There is no doubt that the online business or selling from the e-marketplace does not only become the most famous channel of running the business however this channel of selling or running the business becomes unavoidable for any business if the same needs to survive and raise in the coming years. The same provides the platform to reach across the globe for every business.
As the same is a platform for seamless business via which people earn money that they do not have earned before. Hence there is some compliance that arrives and as GST is newer tax compliance with respect to others there are various wrong details and absence of the knowledge towards the compliance needs about the GST.
GST compliance that is subjected to apply towards the e-commerce business relies on the business models and the industry where the businesses function. We are attempting to talk about basic GST compliance for the e-commerce operators which currently captured the majority of online businesses.
Mandatory GST Registration for E-commerce Sellers
With respect to the view of GST enrollment needs, e-commerce sellers need to be classified as Supplier of goods & Supplier of services, since the enrollment needs differ relies on whether it is a business of providing goods and services.
Turnover Limit for Supplier of Goods
For the supplier of goods, GST enrollment is important. There would be no turnover limit privilege given towards this segment.
Turnover Limit for Supplier of Services
Towards the supplier of services, GST enrollment is important only if they pose a turnover exceeding the GST turnover privilege of Rs 20 lakhs.
But the supplier of services particularly specified that in section 9(5) of the GST act does not need important GST enrollment. For instance, these service providers pose:
- Those who furnish service of passenger transportation via an e-commerce operator such as OLA, UBER, and others.
- Hotel service providers via aggregator platforms such as Goibibo.
- Housekeeping service providers via aggregator platforms like the Urban company
Compulsory GST Return Filing Forms
GST enrolled e-commerce sellers needs to furnish the mentioned regular returns:
GSTR 1 and GSTR-3B Form
GSTR 1 and 3B are regular or periodic returns. These are needed to get furnished on the basis of monthly or quarterly rely on the business turnover.
Businesses with a turnover of Rs 5 cr would choose for QRMP scheme that would need them to furnish these returns in a quarterly manner.
GSTR-1 return from needs the information of the outward supplies served in a particular duration. As the e-commerce business sells to consumers all across the country, they are needed to report the GST taxable amount and taxes state and rate wise.

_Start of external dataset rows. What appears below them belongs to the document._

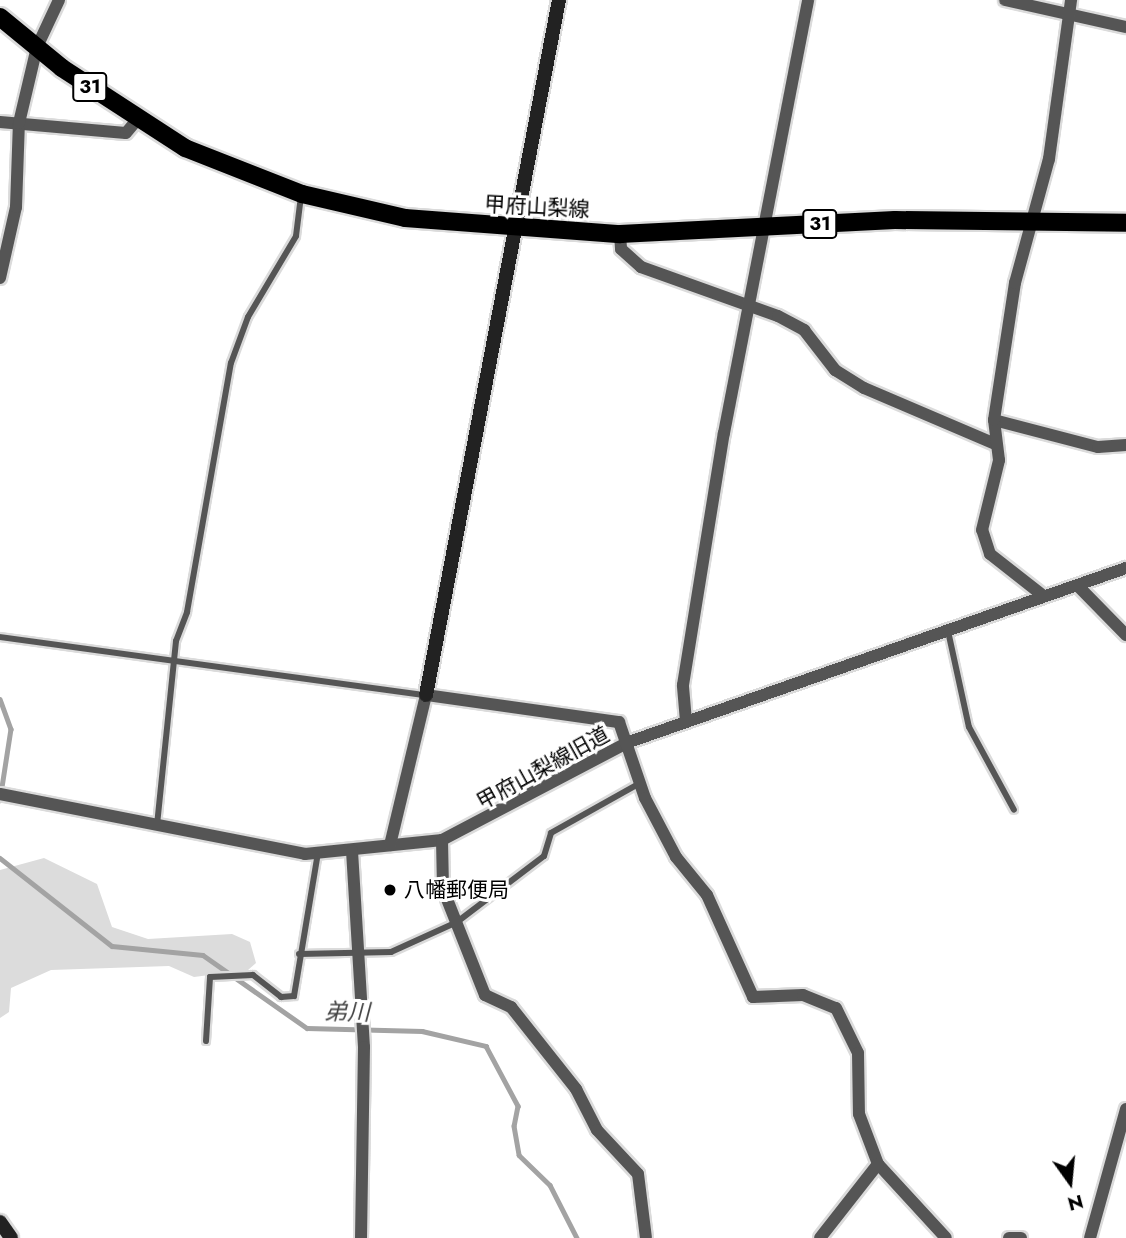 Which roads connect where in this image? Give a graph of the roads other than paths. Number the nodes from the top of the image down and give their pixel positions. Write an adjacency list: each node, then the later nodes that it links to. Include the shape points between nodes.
1 (60, 0): 9 (street)
2 (559, 0): 17 (street)
3 (808, 0): 16 (street)
4 (1005, 0): 6 (street)
5 (1071, 0): 6 (street)
6 (1070, 14): 8 (street); 14 (street, via 1049,159)
7 (0, 17): 9 (main road, 甲府山梨線 / 31)
8 (1126, 27)
9 (37, 47): 10 (main road, 甲府山梨線 / 31); 12 (street)
10 (137, 120): 12 (street, via 126,133); 13 (main road, 甲府山梨線 / 31, via 234,171)
11 (0, 122): 12 (street)
12 (19, 123): 19 (street, via 16,207)
13 (302, 194): 17 (main road, 甲府山梨線 / 31, via 405,218); 30 (lane, via 296,236 248,317 231,363)
14 (1030, 221): 15 (main road, 甲府山梨線 / 31); 16 (main road, 甲府山梨線 / 31); 21 (street)
15 (1126, 223)
16 (766, 226): 18 (main road, 甲府山梨線 / 31); 20 (street)
17 (514, 230): 18 (main road, 甲府山梨線 / 31); 31 (street)
18 (620, 234): 20 (street, via 621,249 641,267)
19 (0, 278)
20 (750, 308): 22 (street, via 804,330 835,370 864,388); 32 (street, via 683,685)
21 (993, 420): 22 (street); 23 (street, via 1098,447)
22 (995, 444): 26 (street, via 999,460 985,544)
23 (1126, 446)
24 (1126, 568): 25 (street, 甲府山梨線旧道)
25 (1078, 586): 26 (street, 甲府山梨線旧道); 28 (street)
26 (1041, 594): 27 (street, 甲府山梨線旧道)
27 (948, 626): 32 (street, 甲府山梨線旧道); 36 (lane, via 950,660 969,727)
28 (1126, 635)
29 (0, 637): 30 (lane)
30 (176, 660): 31 (lane, via 267,678); 37 (lane)
31 (426, 695): 33 (street, via 619,722); 39 (street)
32 (686, 721): 33 (street, 甲府山梨線旧道)
33 (629, 742): 34 (street); 38 (street, 甲府山梨線旧道)
34 (640, 783): 42 (lane, via 551,833 544,856); 47 (street, via 676,857 726,930 753,997 803,995 842,1015 858,1053 859,1114)
35 (0, 794): 37 (street, 甲府山梨線旧道)
36 (1014, 810)
37 (158, 825): 41 (street, 甲府山梨線旧道)
38 (442, 840): 39 (street, 甲府山梨線旧道); 42 (street, via 443,889)
39 (390, 845): 40 (street, 甲府山梨線旧道)
40 (352, 850): 41 (street, 甲府山梨線旧道); 44 (street)
41 (318, 853): 43 (lane)
42 (457, 922): 44 (lane, via 391,953); 51 (street, via 485,995 511,1007 576,1089 597,1130 638,1174)
43 (299, 954): 44 (lane); 45 (lane, via 290,998 253,975 210,977)
44 (359, 956): 50 (street, via 365,1047)
45 (206, 1041)
46 (1126, 1109): 56 (street)
47 (878, 1164): 52 (street); 53 (street)
48 (0, 1222): 49 (street)
49 (11, 1238)
50 (361, 1238)
51 (646, 1238)
52 (820, 1238)
53 (946, 1238)
54 (1009, 1238): 55 (street)
55 (1021, 1238)
56 (1090, 1238)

While GSTR 3B is a summary return that needs the business the report their liabilities and input tax credit claim and reversal. However, B2C interstate sales were needed to be provided state-wise in GSTR 3B form also.
TDS and TCS Credit Claim Return
As the e-commerce marketplace or e-commerce operators are needed to obtain the TCS from sellers which are to be furnished through them in GSTR-8 form via E-commerce operators, also e-commerce sellers are needed to avail the same credit by furnishing the claim return.
GSTR-9 Annual Return and 9C Reconciliation Form
The businesses whose turnover is more than Rs 2 cr need to furnish the GST annual return GSTR 9 form.
The businesses whose turnover is more than Rs 5 cr needs to furnish the GST yearly return GSTR 9C form is an annual reconciliation statement.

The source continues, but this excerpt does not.